Cela peut paraître assez surprenant mais ce n’est que depuis très récemment que les banques tentent de sonder précisément les attentes de leurs clients et leurs rapports différenciés aux produits et services financiers. Certes, un tel jugement ne vaut sans doute pas pour tous les établissements mais, de manière générale et à la différence de bien d’autres secteurs, le métier de banquier conduit davantage à évaluer le risque de crédit que représente chaque client et les segmentations commerciales s’en ressentent. Tandis que l’accès à certains « secrets » (le détail des revenus et des dépenses) fournit une connaissance de la clientèle qui peut paraître suffisante. Aussi les segmentations commerciales des banques distinguent-elles peu, le plus souvent, des profils distincts en fonction des rapports, complexes, que les clients entretiennent avec la gestion de leurs besoins financiers.

Les choses évoluent cependant et le Filene Research Institute, le think tank des Credit Union américains, publiait il y a quelques mois rien moins qu’une étude ethnologique sur les rapports du public à l’endettement et à l’emprunt.
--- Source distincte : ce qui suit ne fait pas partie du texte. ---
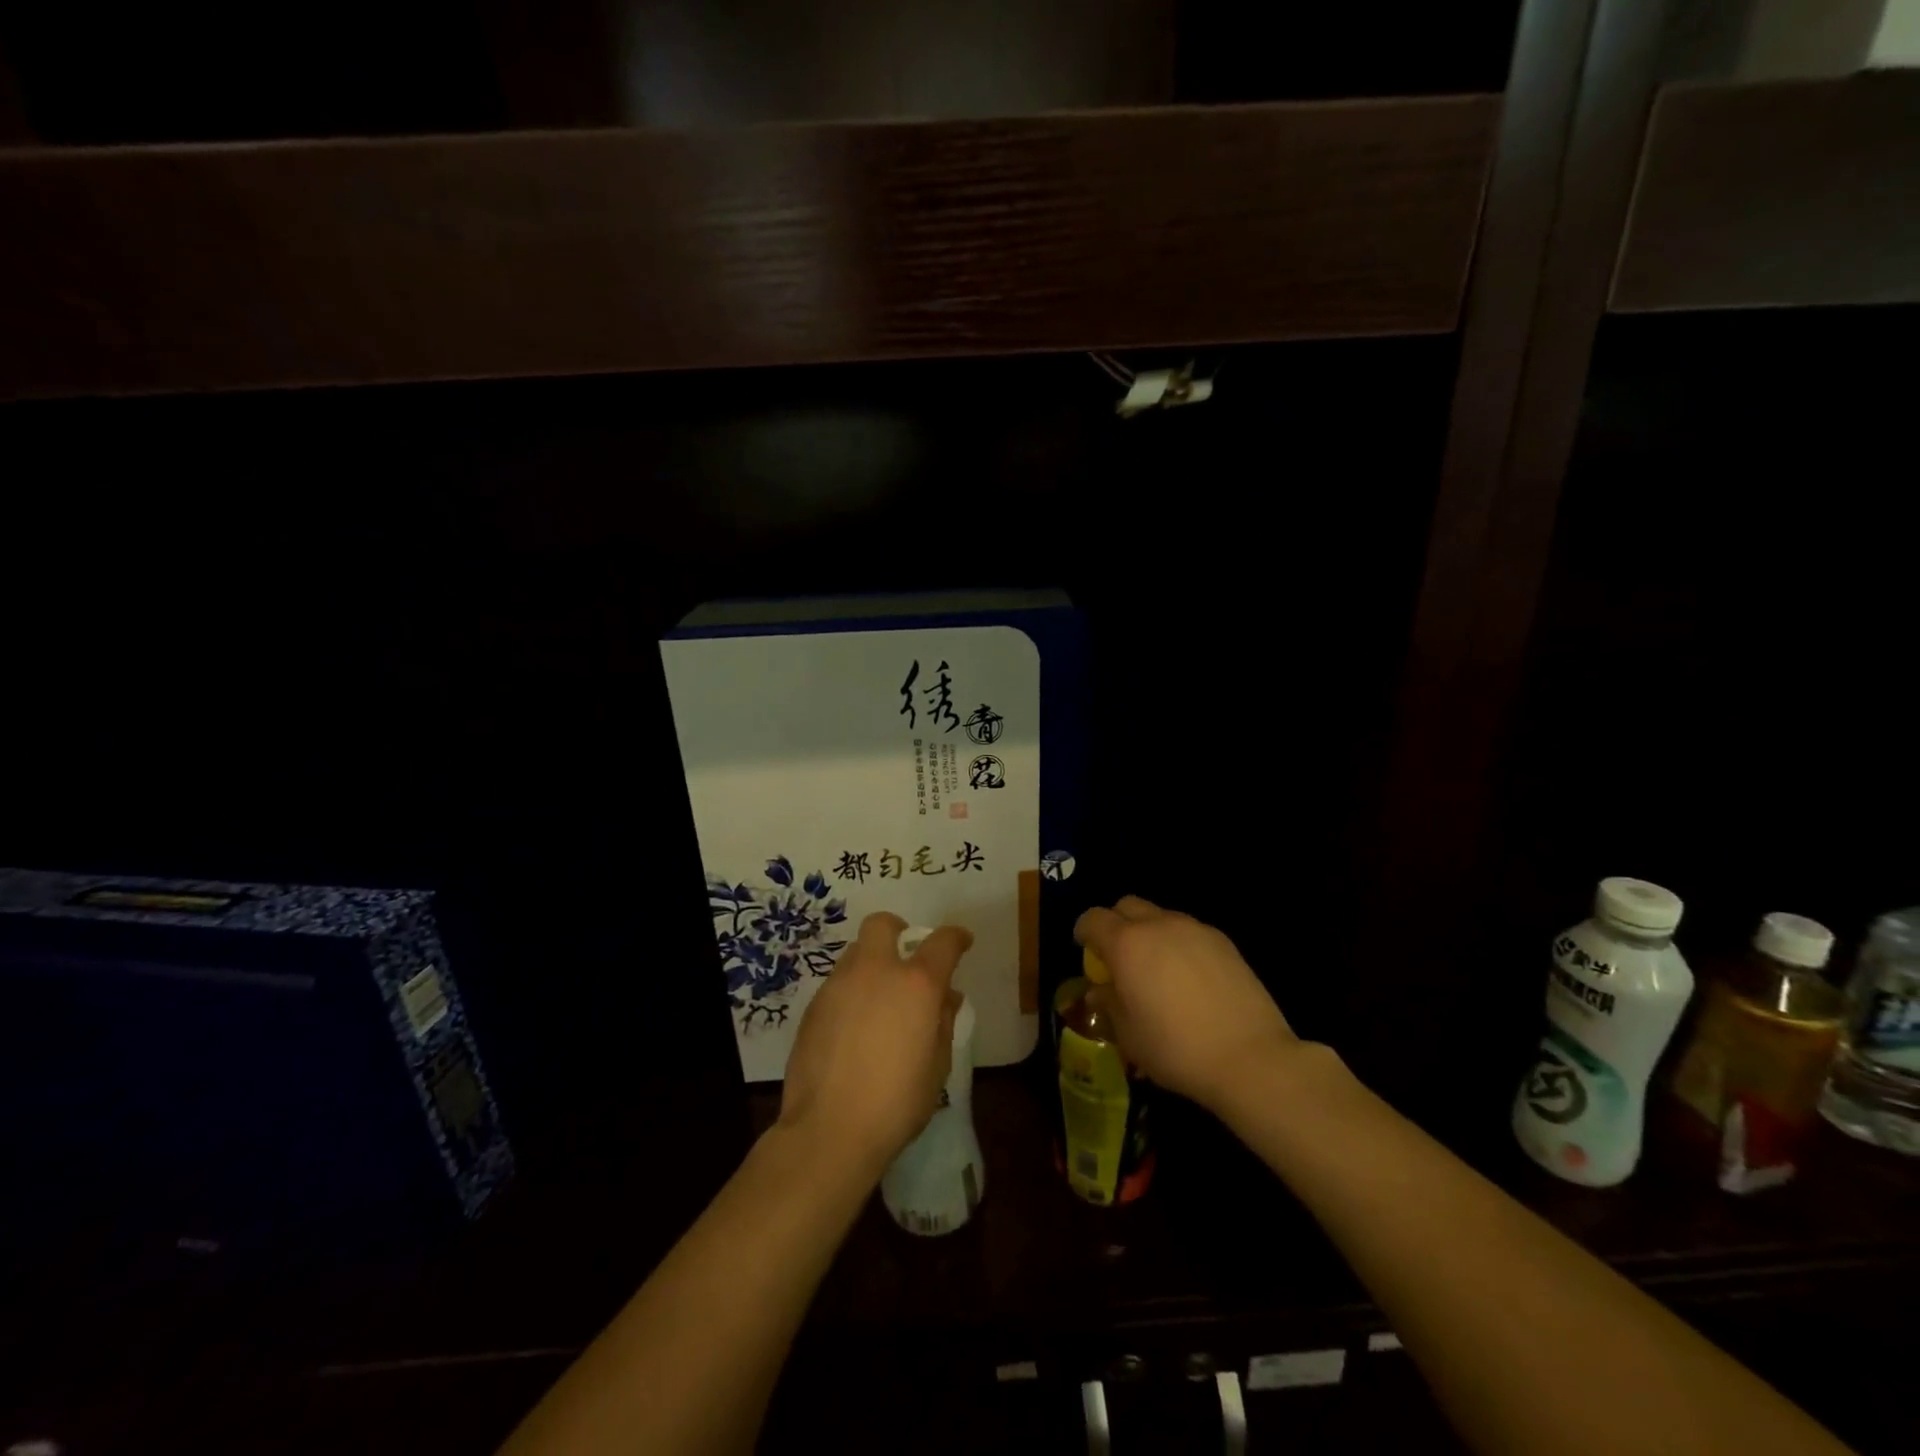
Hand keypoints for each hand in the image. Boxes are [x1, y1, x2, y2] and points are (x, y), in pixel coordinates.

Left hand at [778, 911, 971, 1180]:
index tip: (962, 942)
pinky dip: (851, 993)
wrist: (829, 1130)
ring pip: (855, 953)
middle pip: (882, 925)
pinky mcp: (812, 1006)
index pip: (942, 942)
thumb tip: (945, 998)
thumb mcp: (937, 1066)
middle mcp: (875, 972)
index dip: (956, 937)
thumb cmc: (896, 1102)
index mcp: (916, 984)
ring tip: (878, 1001)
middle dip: (897, 930)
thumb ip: (943, 1022)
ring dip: (871, 964)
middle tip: (905, 955)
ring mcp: (838, 985)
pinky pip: (837, 984)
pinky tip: (853, 1028)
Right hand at [1074, 896, 1296, 1113]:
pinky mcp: (1223, 941)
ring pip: (1161, 915)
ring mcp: (1194, 929)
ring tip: (1157, 969)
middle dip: (1116, 923)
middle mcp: (1158, 925)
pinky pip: (1189, 931)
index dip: (1084, 932)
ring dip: (1149, 933)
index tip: (1086, 951)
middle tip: (1119, 957)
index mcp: (1126, 944)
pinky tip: (1189, 978)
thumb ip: (1109, 1004)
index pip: (1093, 919)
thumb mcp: (1129, 1035)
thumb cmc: (1176, 1049)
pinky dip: (1179, 944)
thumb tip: (1100, 990)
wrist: (1250, 1057)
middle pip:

Elle s’intitule The Culture of borrowing and debt: an Ethnographic Approach et ce titre un peu ronflant, très universitaire en tous cas, traduit assez la nouveauté de la démarche dans l’univers bancaire.

Conduite par de véritables ethnologues, l’étude se penche sur l’expérience client en matière d’emprunt et d’endettement : quels mots les gens emploient-ils pour en parler ? Quelle compréhension en ont-ils ? Quelles influences reçoivent-ils ? Etc.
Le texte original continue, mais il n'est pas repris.